------ Dataset content

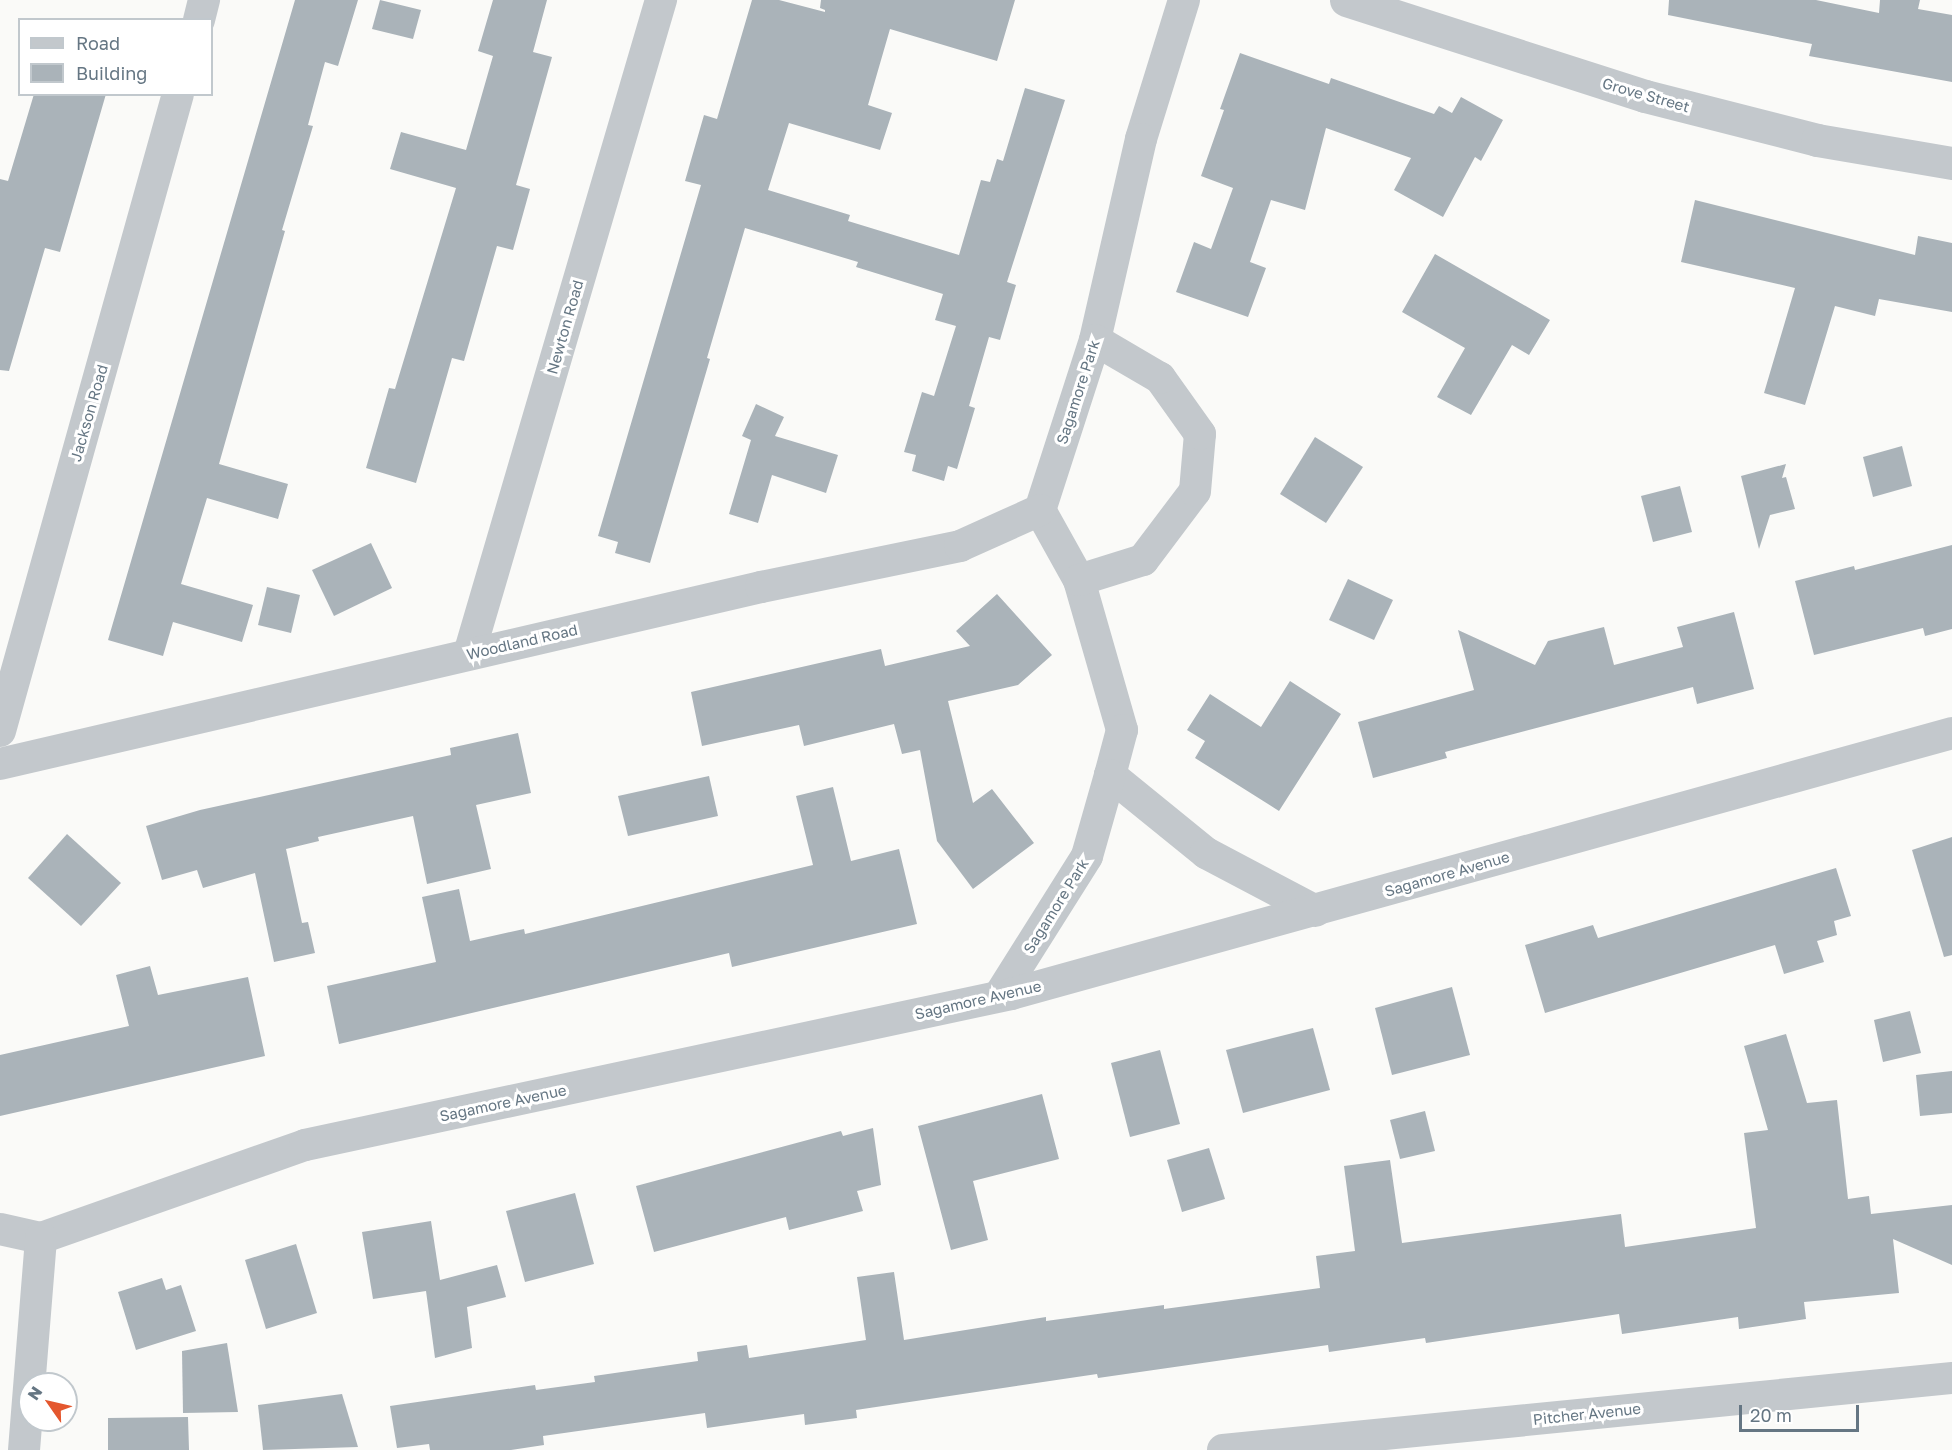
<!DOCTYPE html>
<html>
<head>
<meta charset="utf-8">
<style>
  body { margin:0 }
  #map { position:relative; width:1952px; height:1450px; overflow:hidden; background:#fafaf8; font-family:"Golos Text",sans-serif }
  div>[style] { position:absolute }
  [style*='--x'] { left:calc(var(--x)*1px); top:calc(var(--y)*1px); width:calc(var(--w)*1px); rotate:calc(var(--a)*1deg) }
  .building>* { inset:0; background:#aab3b9 }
  .minor>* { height:32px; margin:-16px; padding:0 16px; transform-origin:16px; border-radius:16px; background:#c3c8cc }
  .tertiary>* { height:33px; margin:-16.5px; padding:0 16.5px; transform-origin:16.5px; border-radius:16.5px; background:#c3c8cc }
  span { translate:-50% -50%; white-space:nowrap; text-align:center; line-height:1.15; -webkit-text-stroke:6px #fff; paint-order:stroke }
  .street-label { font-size:15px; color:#657683 }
  .legend { position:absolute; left:18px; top:18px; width:195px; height:78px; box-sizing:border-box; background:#fff; border:2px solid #c1c8cd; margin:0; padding:8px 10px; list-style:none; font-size:18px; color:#657683 }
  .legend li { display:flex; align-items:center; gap:12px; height:30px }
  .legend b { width:30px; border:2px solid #c1c8cd }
  .north { position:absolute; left:18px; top:1372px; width:60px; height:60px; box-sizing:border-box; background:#fff; border:2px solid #c1c8cd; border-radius:50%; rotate:304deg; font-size:16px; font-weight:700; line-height:24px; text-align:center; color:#657683 }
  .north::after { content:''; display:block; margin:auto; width:21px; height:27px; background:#e4572e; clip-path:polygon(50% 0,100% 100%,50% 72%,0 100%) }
  .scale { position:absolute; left:1739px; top:1405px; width:120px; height:27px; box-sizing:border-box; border:3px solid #657683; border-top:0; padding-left:8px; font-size:18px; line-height:21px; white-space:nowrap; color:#657683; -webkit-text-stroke:4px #fff; paint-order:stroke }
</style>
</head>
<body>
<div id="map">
  <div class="building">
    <i style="clip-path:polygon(295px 0,358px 0,338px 66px,325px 62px,308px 125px,313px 126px,282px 230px,285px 231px,219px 464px,288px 484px,278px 519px,207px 498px,181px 584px,253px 605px,242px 642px,173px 622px,163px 656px,108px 640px)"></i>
    <i style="clip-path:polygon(380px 0,421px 10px,413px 39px,372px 29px)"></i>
    <i style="clip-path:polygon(493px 0,547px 0,533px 52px,552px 57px,516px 185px,530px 189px,513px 250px,497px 246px,464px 361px,452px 358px,416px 483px,366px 468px,389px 388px,395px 389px,456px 188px,390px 169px,401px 132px,466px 150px,493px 56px,478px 51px)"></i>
    <i style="clip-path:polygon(752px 0,779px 0,825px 12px,825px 10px,820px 8px,821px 0,1015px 0,997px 61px,890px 29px,868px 105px,892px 113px,880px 150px,789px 123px,768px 190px,850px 215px,848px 221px,959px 255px,981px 180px,990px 182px,997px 159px,1003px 161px,1025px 88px,1065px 100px,1007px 282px,1016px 285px,1000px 340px,989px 337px,969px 406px,975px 408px,957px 469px,948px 466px,944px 481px,912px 471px,916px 455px,904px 452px,922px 392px,934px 396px,956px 326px,935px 320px,943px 294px,856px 267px,858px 262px,745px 228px,707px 358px,710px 359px,650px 563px,615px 553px,618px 542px,598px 536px,701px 185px,685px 181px,704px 115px,717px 119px)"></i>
    <i style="clip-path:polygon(1669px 0,1816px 0,1879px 13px,1880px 0,1920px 0,1918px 9px,1952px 15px,1952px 82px,1809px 56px,1812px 44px,1668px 15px)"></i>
    <i style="clip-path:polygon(1240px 53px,1329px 84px,1331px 78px,1434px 114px,1439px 106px,1452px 113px,1461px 97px,1503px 120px,1481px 161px,1475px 157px,1443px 217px,1394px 190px,1411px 158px,1326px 128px,1305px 210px,1271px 200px,1250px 262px,1266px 268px,1248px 317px,1176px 292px,1194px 242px,1211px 249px,1233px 188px,1201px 176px,1224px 110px,1220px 109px)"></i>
    <i style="clip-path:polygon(34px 94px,106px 94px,60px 252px,45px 248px,9px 371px,0 370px,0 179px,8px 181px)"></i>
    <i style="clip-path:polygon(1695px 200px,1915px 255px,1918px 236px,1952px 243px,1952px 312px,1879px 299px,1875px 316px,1835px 306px,1805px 405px,1764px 393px,1795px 288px,1681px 262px)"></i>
    <i style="clip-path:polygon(1435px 254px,1550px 320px,1529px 355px,1512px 345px,1471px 415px,1437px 397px,1465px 348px,1402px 312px)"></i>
    <i style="clip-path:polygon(756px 404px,784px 417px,775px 436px,838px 455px,826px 493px,772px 475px,758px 523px,729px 514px,751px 440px,742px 436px)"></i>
    <i style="clip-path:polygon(1315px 437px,1363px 467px,1326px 523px,1280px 494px)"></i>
    <i style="clip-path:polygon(1902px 446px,1912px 486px,1873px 497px,1863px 457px)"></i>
    <i style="clip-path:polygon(1786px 464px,1782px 478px,1786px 477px,1795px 509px,1770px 515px,1759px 549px,1741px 476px)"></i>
    <i style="clip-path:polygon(1680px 486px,1692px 532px,1653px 542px,1641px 496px)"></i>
    <i style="clip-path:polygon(371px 543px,392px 588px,334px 616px,312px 570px)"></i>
    <i style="clip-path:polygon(1952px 545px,1952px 629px,1925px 636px,1923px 628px,1814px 655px,1795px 581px,1854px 566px,1855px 570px)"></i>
    <i style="clip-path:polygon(1348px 579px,1393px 600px,1374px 640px,1329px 620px)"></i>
    <i style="clip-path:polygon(267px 587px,300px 595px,291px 633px,258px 625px)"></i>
    <i style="clip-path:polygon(997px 594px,1052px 655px,1018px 685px,948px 701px,973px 803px,992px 789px,1034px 843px,973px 889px,937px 841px,920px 750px,902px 754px,894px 724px,804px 746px,799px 725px,702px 746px,691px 692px,881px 649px,885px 666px,970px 646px,956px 631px)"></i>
    <i style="clip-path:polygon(1734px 612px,1754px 689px,1697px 704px,1693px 687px,1445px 752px,1447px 758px,1373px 778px,1358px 722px,1474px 690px,1458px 630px,1535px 665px,1548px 641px,1604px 627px,1614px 665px,1683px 647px,1677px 627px)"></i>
    <i style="clip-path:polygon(1290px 681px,1341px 714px,1279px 811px,1195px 758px,1205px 741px,1187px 730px,1210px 694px,1261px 727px)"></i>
    <i style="clip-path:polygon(518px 733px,531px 793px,476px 805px,491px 869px,427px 884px,413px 816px,318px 837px,319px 841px,286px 849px,302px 923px,308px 922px,315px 953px,274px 962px,255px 873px,203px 888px,197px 870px,162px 880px,146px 826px,200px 810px,451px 755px,450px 748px)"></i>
    <i style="clip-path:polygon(709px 776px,718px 816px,628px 836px,618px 796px)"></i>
    <i style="clip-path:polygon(833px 787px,851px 861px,899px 849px,917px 924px,732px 967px,729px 953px,339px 1044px,327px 986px,436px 962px,422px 897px,459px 889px,470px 941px,524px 929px,525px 934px,813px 865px,796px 796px)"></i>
    <i style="clip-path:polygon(67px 834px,121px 883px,81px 926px,28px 878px)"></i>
    <i style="clip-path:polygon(1952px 837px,1952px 955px,1944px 957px,1912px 850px)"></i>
    <i style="clip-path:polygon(1836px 868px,1851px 916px,1834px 921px,1837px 935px,1817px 941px,1824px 962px,1784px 974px,1775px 945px,1545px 1013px,1525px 945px,1593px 925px,1598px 938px)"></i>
    <i style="clip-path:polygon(150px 966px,158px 995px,248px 977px,265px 1056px,0 1116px,0 1055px,129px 1026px,116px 975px)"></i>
    <i style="clip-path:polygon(1452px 987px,1470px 1055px,1392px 1075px,1375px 1008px)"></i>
    <i style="clip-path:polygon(1910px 1011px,1921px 1053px,1883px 1062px,1874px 1020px)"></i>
    <i style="clip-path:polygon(1313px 1028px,1330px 1090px,1243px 1113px,1226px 1050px)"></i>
    <i style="clip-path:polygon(1786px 1034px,1807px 1103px,1837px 1100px,1848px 1199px,1869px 1196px,1871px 1214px,1952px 1205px,1952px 1265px,1893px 1239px,1899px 1293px,1804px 1302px,1806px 1319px,1739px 1329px,1738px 1317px,1622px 1334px,1619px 1314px,1426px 1343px,1425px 1338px,1329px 1352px,1328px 1345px,1098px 1378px,1097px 1374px,856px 1410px,857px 1418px,805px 1425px,804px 1414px,707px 1428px,705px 1413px,543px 1436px,544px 1445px,511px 1450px,430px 1450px,429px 1444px,397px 1448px,390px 1406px,535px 1385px,536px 1390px,595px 1382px,594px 1376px,698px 1361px,697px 1352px,747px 1345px,749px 1358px,866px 1340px,857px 1277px,894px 1272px,904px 1340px,1046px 1317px,1046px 1321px,1164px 1305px,1164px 1309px,1320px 1288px,1316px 1256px,1355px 1251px,1344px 1166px,1390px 1160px,1402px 1243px,1621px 1214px,1625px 1247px,1756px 1228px,1744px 1133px,1768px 1130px,1744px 1046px)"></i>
    <i style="clip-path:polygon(1160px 1050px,1180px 1124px,1130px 1137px,1111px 1063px)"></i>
    <i style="clip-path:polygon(1952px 1071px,1952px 1113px,1920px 1116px,1916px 1075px)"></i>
    <i style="clip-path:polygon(1042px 1094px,1059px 1159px,973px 1181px,988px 1240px,951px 1250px,918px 1126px)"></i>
    <i style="clip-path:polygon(1425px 1111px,1435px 1151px,1400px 1159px,1390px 1120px)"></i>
    <i style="clip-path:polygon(873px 1128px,881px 1185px,857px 1191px,863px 1211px,789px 1230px,786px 1217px,654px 1252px,636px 1186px,841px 1131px,843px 1136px)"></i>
    <i style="clip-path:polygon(1209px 1148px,1225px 1199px,1182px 1212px,1167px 1160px)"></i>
    <i style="clip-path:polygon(575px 1193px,594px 1264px,525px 1282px,506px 1211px)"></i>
    <i style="clip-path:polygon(431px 1221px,440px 1280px,497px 1265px,506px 1297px,467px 1307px,472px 1348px,435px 1358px,426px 1291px,373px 1299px,362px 1232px)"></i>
    <i style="clip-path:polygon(296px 1244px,317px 1313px,266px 1329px,245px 1260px)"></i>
    <i style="clip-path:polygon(162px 1278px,166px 1290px,181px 1285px,196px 1331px,136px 1350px,118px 1292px)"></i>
    <i style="clip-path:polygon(227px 1343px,238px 1412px,183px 1413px,182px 1351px)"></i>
    <i style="clip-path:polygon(342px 1394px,358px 1447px,263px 1450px,258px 1405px)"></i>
    <i style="clip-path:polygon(188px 1417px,189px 1450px,108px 1450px,108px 1418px)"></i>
  </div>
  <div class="minor">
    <i style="--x:1184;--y:0;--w:145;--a:107.2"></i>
    <i style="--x:1141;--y:139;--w:206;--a:102.9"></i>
    <i style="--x:1095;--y:340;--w:179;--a:107.9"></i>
    <i style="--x:1040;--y:510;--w:80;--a:60.9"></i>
    <i style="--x:1079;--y:580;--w:156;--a:74"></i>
    <i style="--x:1122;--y:730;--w:47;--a:104.9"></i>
    <i style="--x:1110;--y:775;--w:124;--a:39.1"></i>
    <i style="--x:1206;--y:853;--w:124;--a:27.8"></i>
    <i style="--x:199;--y:20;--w:21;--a:-76"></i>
    <i style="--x:1079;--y:580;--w:67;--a:-17.4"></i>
    <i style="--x:1143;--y:560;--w:86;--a:-53"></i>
    <i style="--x:1195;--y:491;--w:57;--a:-85"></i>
    <i style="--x:1200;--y:434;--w:69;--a:-125.5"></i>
    <i style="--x:1160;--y:378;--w:75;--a:-149.7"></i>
    <i style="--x:469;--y:654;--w:682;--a:-73.64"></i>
    <i style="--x:0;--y:731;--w:661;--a:-74.39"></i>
    <i style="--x:0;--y:764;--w:781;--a:-13.09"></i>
    <i style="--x:761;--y:587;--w:203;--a:-11.6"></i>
    <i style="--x:960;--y:546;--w:88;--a:-24.2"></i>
    <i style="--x:999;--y:996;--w:165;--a:-57.8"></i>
    <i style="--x:1087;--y:856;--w:84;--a:-74.1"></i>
    <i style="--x:0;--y:1229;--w:42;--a:12.4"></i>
    <i style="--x:41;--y:1238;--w:280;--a:-19.4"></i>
    <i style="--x:305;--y:1145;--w:722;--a:-12.07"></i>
    <i style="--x:1011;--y:994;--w:977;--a:-15.5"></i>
    <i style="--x:24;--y:1450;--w:213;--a:-85.4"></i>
    <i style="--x:1223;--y:1450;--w:733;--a:-5.64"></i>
  </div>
  <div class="tertiary">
    <i style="--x:1346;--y:0;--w:314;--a:17.8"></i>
    <i style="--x:1645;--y:96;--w:178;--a:14.3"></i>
    <i style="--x:1817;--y:140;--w:137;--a:9.7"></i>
  </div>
  <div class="street-label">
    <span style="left:1646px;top:95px;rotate:16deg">Grove Street</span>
    <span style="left:565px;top:327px;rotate:-74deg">Newton Road</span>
    <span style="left:1078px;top:392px;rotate:-72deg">Sagamore Park</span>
    <span style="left:89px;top:413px;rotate:-74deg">Jackson Road</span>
    <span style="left:522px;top:642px;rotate:-13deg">Woodland Road</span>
    <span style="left:1447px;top:874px;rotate:-16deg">Sagamore Avenue</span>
    <span style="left:1056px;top:906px;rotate:-58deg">Sagamore Park</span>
    <span style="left:978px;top:1000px;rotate:-13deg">Sagamore Avenue</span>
    <span style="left:503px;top:1103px;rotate:-12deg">Sagamore Avenue</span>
    <span style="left:1587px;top:1414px;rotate:-6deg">Pitcher Avenue</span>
  </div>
  <ul class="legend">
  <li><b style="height:8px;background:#c3c8cc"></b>Road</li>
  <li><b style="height:16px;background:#aab3b9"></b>Building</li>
  </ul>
  <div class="north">N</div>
  <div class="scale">20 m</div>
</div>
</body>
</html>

------------

* [Problem]:
Leave the pictures out and output exactly the lines above, from the start of the listing through the line with "position:absolute; left:18px; top:1372px;".

* [Answer area]:
<!DOCTYPE html>
<html>
<head>
<meta charset="utf-8">
<style>
  body { margin:0 }
  #map { position:relative; width:1952px; height:1450px; overflow:hidden; background:#fafaf8; font-family:"Golos Text",sans-serif }
  div>[style] { position:absolute }
  [style*='--x'] { left:calc(var(--x)*1px); top:calc(var(--y)*1px); width:calc(var(--w)*1px); rotate:calc(var(--a)*1deg) }
  .building>* { inset:0; background:#aab3b9 }
  .minor>* { height:32px; margin:-16px; padding:0 16px; transform-origin:16px; border-radius:16px; background:#c3c8cc }
  .tertiary>* { height:33px; margin:-16.5px; padding:0 16.5px; transform-origin:16.5px; border-radius:16.5px; background:#c3c8cc }
  span { translate:-50% -50%; white-space:nowrap; text-align:center; line-height:1.15; -webkit-text-stroke:6px #fff; paint-order:stroke }
  .street-label { font-size:15px; color:#657683 }
  .legend { position:absolute; left:18px; top:18px; width:195px; height:78px; box-sizing:border-box; background:#fff; border:2px solid #c1c8cd; margin:0; padding:8px 10px; list-style:none; font-size:18px; color:#657683 }
  .legend li { display:flex; align-items:center; gap:12px; height:30px }
  .legend b { width:30px; border:2px solid #c1c8cd }
  .north { position:absolute; left:18px; top:1372px; width:60px; height:60px; box-sizing:border-box; background:#fff; border:2px solid #c1c8cd; border-radius:50%; rotate:304deg; font-size:16px; font-weight:700; line-height:24px; text-align:center; color:#657683 }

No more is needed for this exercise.